5
votes

I am attempting to link a thin archive that combines two archive libraries to a C program.

I constructed two simple hello world functions and built an archive with the commands:

ar rcs lib1.a lib1.o
ar rcs lib2.a lib2.o

The two archives are then merged using a thin-archive:

ar rcsT all_lib.a lib1.a lib2.a

and then compiled with gcc:

gcc main.o all_lib.a -o hello

I end up with a error message saying:

ld: warning: ignoring file all_lib.a, file was built for unsupported file format which is not the architecture being linked (x86_64)

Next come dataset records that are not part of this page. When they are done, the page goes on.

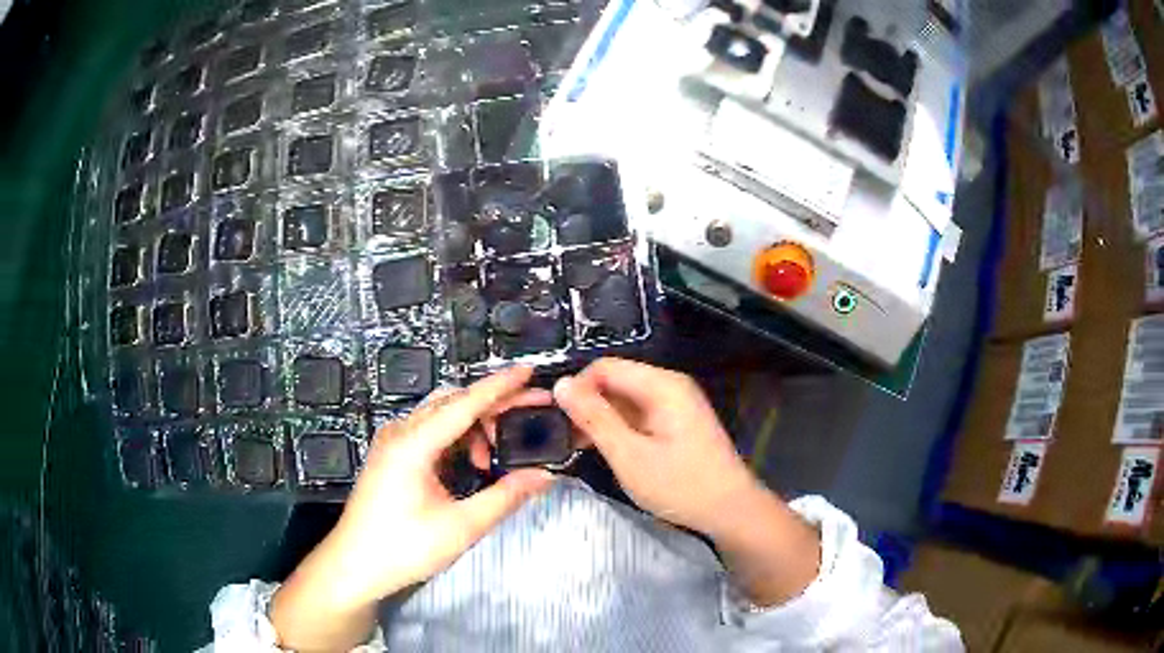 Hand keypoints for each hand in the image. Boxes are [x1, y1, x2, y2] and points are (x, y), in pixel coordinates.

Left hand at [272, 366, 553, 650]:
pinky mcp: (392, 455)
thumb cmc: (403, 547)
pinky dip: (458, 438)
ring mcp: (393, 442)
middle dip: (493, 406)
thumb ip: (505, 497)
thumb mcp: (460, 527)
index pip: (464, 403)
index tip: (529, 371)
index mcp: (413, 444)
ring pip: (442, 415)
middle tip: (529, 416)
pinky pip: (431, 431)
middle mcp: (400, 433)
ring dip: (475, 426)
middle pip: (453, 402)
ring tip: (497, 457)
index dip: (500, 386)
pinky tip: (472, 464)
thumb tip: (543, 476)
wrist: (355, 565)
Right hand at [555, 359, 820, 607]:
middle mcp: (669, 385)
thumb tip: (561, 384)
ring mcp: (674, 404)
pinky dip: (618, 428)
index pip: (604, 367)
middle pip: (615, 381)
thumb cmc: (680, 484)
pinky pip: (638, 414)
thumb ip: (594, 418)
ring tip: (575, 446)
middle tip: (561, 437)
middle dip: (587, 405)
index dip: (576, 388)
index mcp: (661, 385)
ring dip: (600, 419)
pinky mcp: (675, 422)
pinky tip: (603, 450)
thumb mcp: (629, 455)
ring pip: (624, 400)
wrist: (729, 510)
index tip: (555, 417) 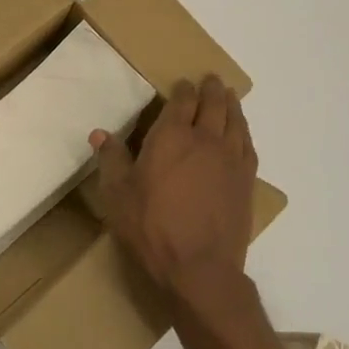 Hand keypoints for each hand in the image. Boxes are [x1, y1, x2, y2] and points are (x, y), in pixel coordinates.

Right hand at [90, 74, 256, 315]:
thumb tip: (99, 133)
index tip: (183, 84)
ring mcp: (230, 159)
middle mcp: (205, 139)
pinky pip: (248, 145)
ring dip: (232, 105)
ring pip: (235, 121)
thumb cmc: (152, 228)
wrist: (200, 268)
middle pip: (213, 104)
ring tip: (230, 96)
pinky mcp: (246, 181)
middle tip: (212, 79)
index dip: (183, 89)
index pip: (182, 101)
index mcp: (172, 137)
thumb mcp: (118, 195)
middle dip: (212, 89)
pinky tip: (242, 133)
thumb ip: (111, 160)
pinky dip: (244, 132)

Undefined symbols for architecture x86_64: "_func1", referenced from: _main in main.o "_func2", referenced from: _main in main.o ld: symbol(s) not found for architecture x86_64

If I attempt to link main.o with lib1.a and lib2.a directly, everything works.

I am using gcc (MacPorts gcc46 4.6.3_3) 4.6.3 and GNU ar (GNU Binutils) 2.21 on Mac OSX 10.6.8.


Makefile

test1: main.o lib1.o lib2.o
    gcc main.o lib1.a lib2.a -o hello

test2: main.o combine
    gcc main.o all_lib.a -o hello

lib1.o: lib1.c
    gcc -c lib1.c
    ar rcs lib1.a lib1.o

lib2.o: lib2.c
    gcc -c lib2.c
    ar rcs lib2.a lib2.o

combine: lib1.o lib2.o
    ar rcsT all_lib.a lib1.a lib2.a

main.o: main.c
    gcc -c main.c

clean:
    rm -rf *.o  *.a hello

main.c

#include<stdio.h>
#include "lib1.h"
#include "lib2.h"

main()
{
    printf("Hello World\n");
    func1();
    func2();
}

lib1.h

#include<stdio.h>
void func1();

lib2.h

#include<stdio.h>
void func2();

lib1.c

#include "lib1.h"

void func1()
{
    printf("Hello World 1\n");
}

lib2.c

#include "lib2.h"

void func2()
{
    printf("Hello World 2\n");
}
1

1 Answers

-1
votes

These sources and makefile link without complaint using standard Apple tools. Do the tools you use support a “-arch” switch, so you can explicitly specify “-arch x86_64” or “-arch i386”?

You can use the “file” command to see which architecture(s) are in object files and executable files. For library files, you may have to extract the modules and examine them.